When you give a party, invite the poor, the lame, the crippled, the blind…Luke 14:13
I just happened to be on that side of town. I was waiting for a contractor to cut checks and needed to kill some time, so I went to the mall for lunch. This particular mall was my old stomping grounds during high school. Dave and I almost wore a path in the terrazzo floor during our senior year of high school. We had driver’s licenses and wheels. We went there nearly every evening and mostly we watched people. Mostly girls, actually. But people in general too.
I got a sandwich at the deli and sat down in the mall to watch the people. I saw him again. He was sitting on the edge of one of the red brick planters, like always. He had one arm crossed, resting his useless hand in his lap, the hand that swung on his bony arm like a knot at the end of a rope at his side when he walked. With his index finger of his other hand he traced “figure eights” in the dirt of the planter, like always.
I would swear he wore the same black rimmed glasses with dirty lenses as thick as Fig Newtons. He still wore light blue denim bell bottoms, even though they had been “out” for years, and tennis shoes prematurely worn on one side from his shuffle-walk. His back had become even more hunched on the side of his good arm.
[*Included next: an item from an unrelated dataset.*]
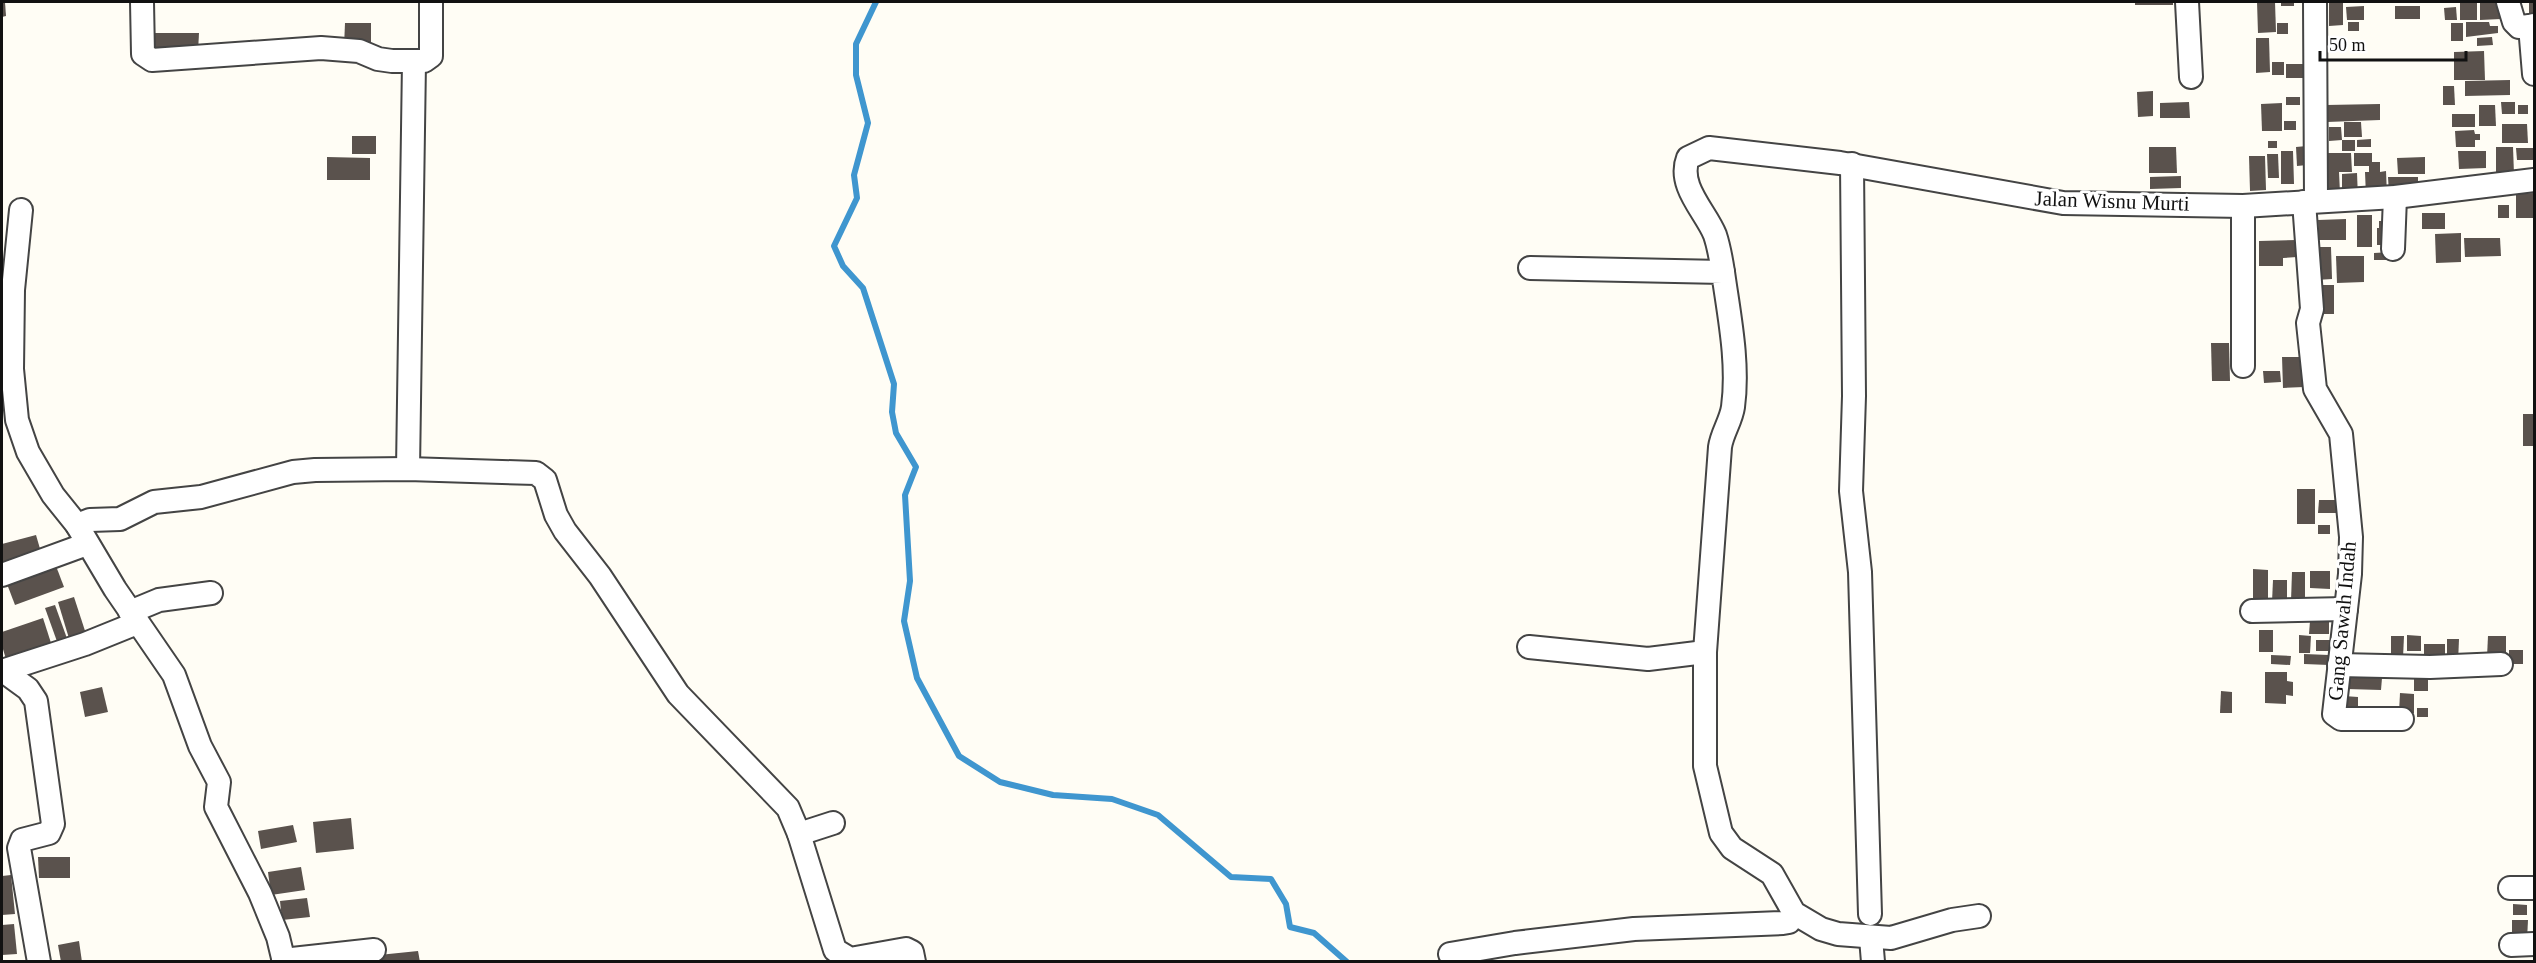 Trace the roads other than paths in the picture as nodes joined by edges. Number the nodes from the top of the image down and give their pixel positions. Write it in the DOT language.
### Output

When he looked up to watch the passers-by (he always had to tilt his head way back to look up because his body was hunched forward and his glasses had slid down his nose) his head would list to one side and rest on his hump, and his mouth would hang open. I watched him watch people walk by, just as I had seen him do every time I had been to that mall, just as I had seen him do for the first time nearly twenty years before.
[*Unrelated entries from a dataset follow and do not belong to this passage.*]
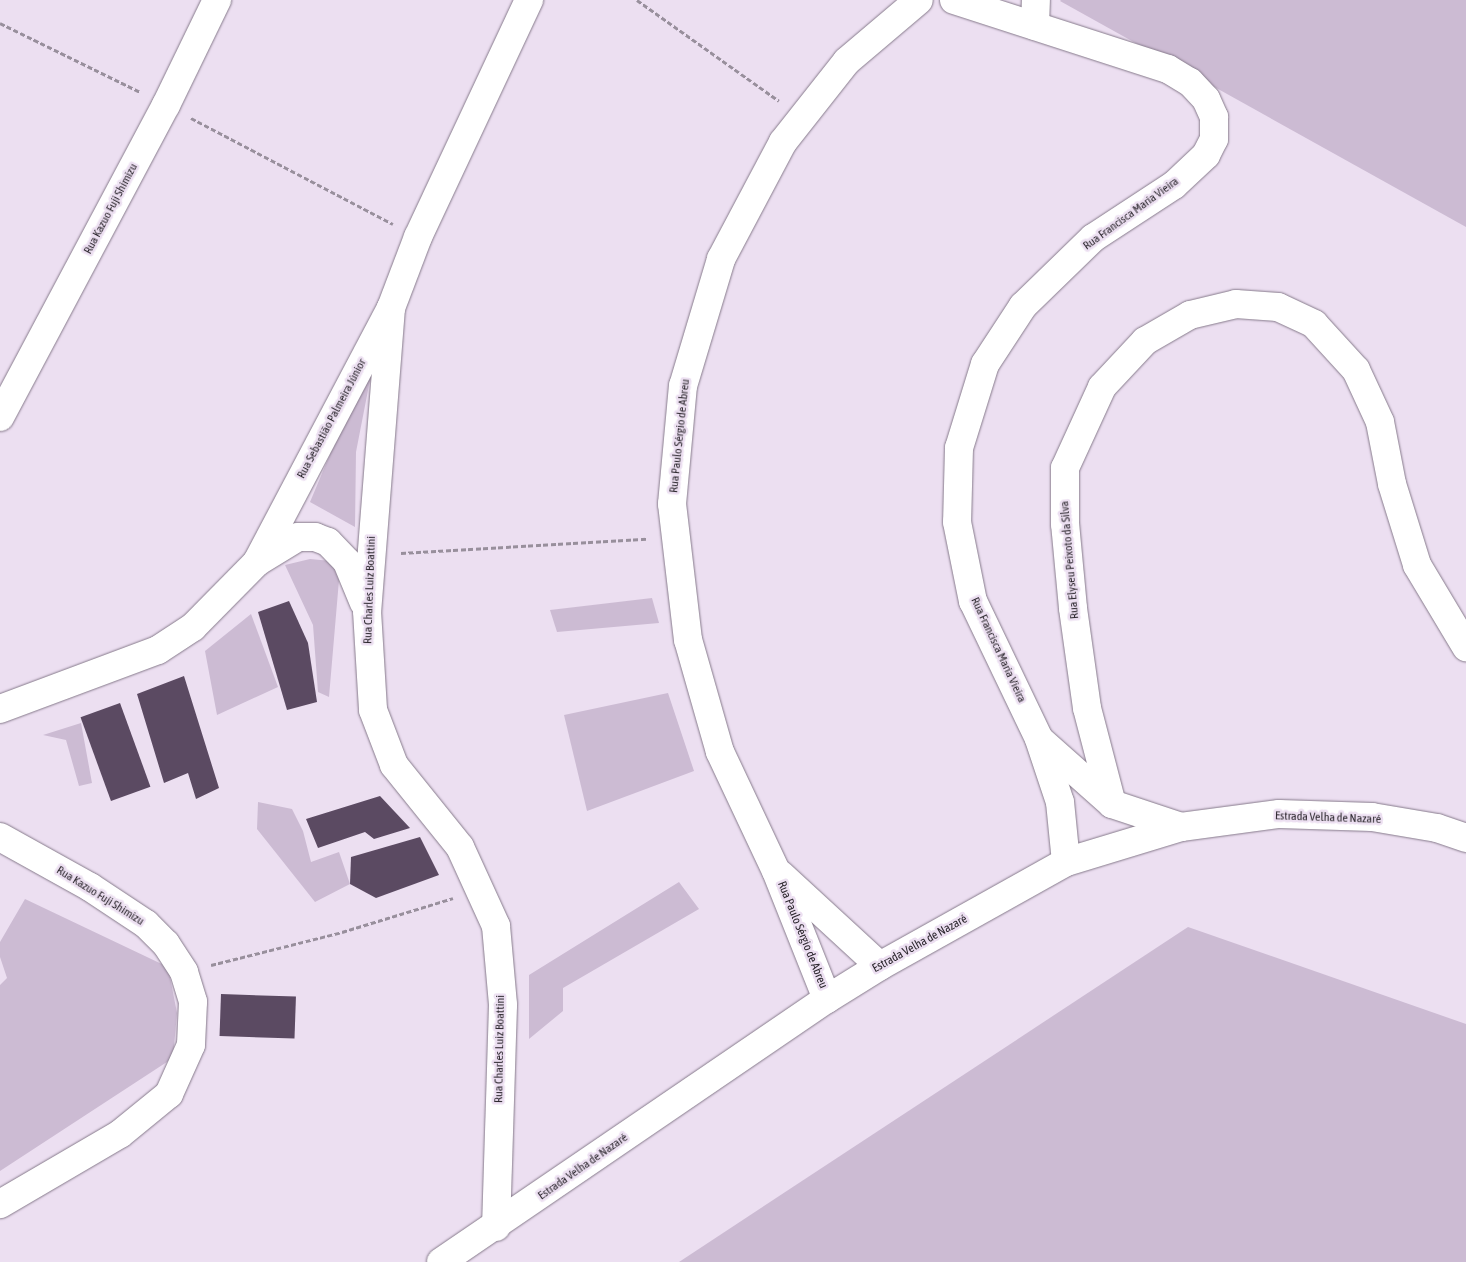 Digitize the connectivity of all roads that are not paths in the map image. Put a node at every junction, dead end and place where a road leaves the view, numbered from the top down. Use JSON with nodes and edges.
{"nodes":[{"id":1,"x":217,"y":0,"type":"edge"},
{"id":2,"x":529,"y":0,"type":"edge"},
{"id":3,"x":920,"y":0,"type":"edge"},
{"id":4,"x":954,"y":0,"type":"edge"},
{"id":5,"x":1035,"y":13,"type":"edge"},
{"id":6,"x":391,"y":308,"type":"junction"},
{"id":7,"x":0,"y":417,"type":"edge"},
{"id":8,"x":257,"y":562,"type":"junction"},
{"id":9,"x":367,"y":611,"type":"junction"},
{"id":10,"x":1466,"y":647,"type":"edge"},
{"id":11,"x":0,"y":709,"type":"edge"},
{"id":12,"x":1039,"y":739,"type":"junction"},
{"id":13,"x":1112,"y":804,"type":"junction"},
{"id":14,"x":1181,"y":827,"type":"junction"},
{"id":15,"x":0,"y":837,"type":"edge"},
{"id":16,"x":1466,"y":838,"type":"edge"},
{"id":17,"x":1066,"y":862,"type":"junction"},
{"id":18,"x":776,"y":871,"type":"junction"},
{"id":19,"x":880,"y":966,"type":"junction"},
{"id":20,"x":827,"y":999,"type":"junction"},
{"id":21,"x":0,"y":1204,"type":"edge"},
{"id":22,"x":496,"y":1227,"type":"junction"},
{"id":23,"x":441,"y":1262,"type":"edge"}],
"edges":[{"from":1,"to":7,"type":"street","name":"Rua Kazuo Fuji Shimizu"},
{"from":2,"to":6,"type":"street","name":"Rua Sebastião Palmeira Júnior"},
{"from":3,"to":18,"type":"street","name":"Rua Paulo Sérgio de Abreu"},
{"from":4,"to":5,"type":"street","name":"Rua Francisca Maria Vieira"},
{"from":5,"to":12,"type":"street","name":"Rua Francisca Maria Vieira"},
{"from":6,"to":8,"type":"street","name":"Rua Sebastião Palmeira Júnior"},
{"from":6,"to":9,"type":"street","name":"Rua Charles Luiz Boattini"},
{"from":8,"to":9,"type":"street"},
{"from":8,"to":11,"type":"street","name":"Rua Sebastião Palmeira Júnior"},
{"from":9,"to":22,"type":"street","name":"Rua Charles Luiz Boattini"},
{"from":10,"to":13,"type":"street","name":"Rua Elyseu Peixoto da Silva"},
{"from":12,"to":13,"type":"street","name":"Rua Francisca Maria Vieira"},
{"from":12,"to":17,"type":"street","name":"Rua Francisca Maria Vieira"},
{"from":13,"to":14,"type":"street","name":"Rua Francisca Maria Vieira"},
{"from":14,"to":16,"type":"street","name":"Estrada Velha de Nazaré"},
{"from":14,"to":17,"type":"street","name":"Estrada Velha de Nazaré"},
{"from":15,"to":21,"type":"street","name":"Rua Kazuo Fuji Shimizu"},
{"from":17,"to":19,"type":"street","name":"Estrada Velha de Nazaré"},
{"from":18,"to":19,"type":"street","name":"Rua Paulo Sérgio de Abreu"},
{"from":18,"to":20,"type":"street","name":"Rua Paulo Sérgio de Abreu"},
{"from":19,"to":20,"type":"street","name":"Estrada Velha de Nazaré"},
{"from":20,"to":22,"type":"street","name":"Estrada Velha de Nazaré"},
{"from":22,"to":23,"type":"street","name":"Estrada Velha de Nazaré"}]}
Twenty years. I imagined him for twenty years (maybe more, that is only the time I knew of) going to the mall every day for eight or ten hours, shuffling, sitting, then shuffle some more, then sit a while longer.
I wondered what he thought about while shuffling, sitting, staring for all those years. I wondered what he was capable of thinking about.
I wondered if he was ever jealous of the “whole” people. I wondered if he was ever angered at his ugliness, or if he perceived that he was “ugly”, that he didn’t fit in with our culture’s love affair with beauty.
I wondered if he ever wanted children to buy toys for, or a wife to watch try on a new dress, or if he had a wife and children maybe before some calamity struck him and them down.
I wondered if he ever stifled the urge to risk saying hello (I’d never heard him speak) to one of the shoppers, a pretty woman, a toddling child who would wander over to him and stare at him like a strange mannequin, a blue haired widow, a man in a wheelchair. Did he ever want to speak just to hear someone speak back to him, even if to insult him.
I wondered if he ever left the mall feeling lonlier than when he arrived, and if so, how much more loneliness upon loneliness could a human being bear after twenty years.
I wondered if God, in His mercy, had short circuited whatever part of his heart and mind that would allow him to know he was different and so alone.
I wondered too about all the people that passed him every day, if they even see him, if they consider who he might be, or what it is that is going on inside him. I wondered if any of them thank God, their stars, their karma or even blind luck for not being like him.
I wondered what would happen if God in His mercy made each person who passed him to be like him for one day, letting them live in the twisted wreck of flesh he occupied, letting them feel his accumulated feelings. I wondered how life in the mall would change, how life beyond the mall would change.
I wondered how many people who have passed him in twenty years were Christians. I wondered how many of them have seen him, maybe many times like I had. I wondered how many of them had made any attempt to see if he was hurting, to find out if his heart was broken or if he lived in desperation or in anger at our God. I wondered how many of them know what Jesus said about compassion, the last being first, the outcast being welcomed in, the gospel being preached to the poor in pocket and spirit. I wondered why, if some seventy five percent of our nation claims to be Christian and even more to be “spiritual”, not one of the hundred or more people that passed him by during that hour ever stopped to talk to him, somehow acknowledge his existence, much less even make eye contact with him.
I finished my ruminations. I finished my sandwich. And as I left to go pick up my check, I wondered why I too did not.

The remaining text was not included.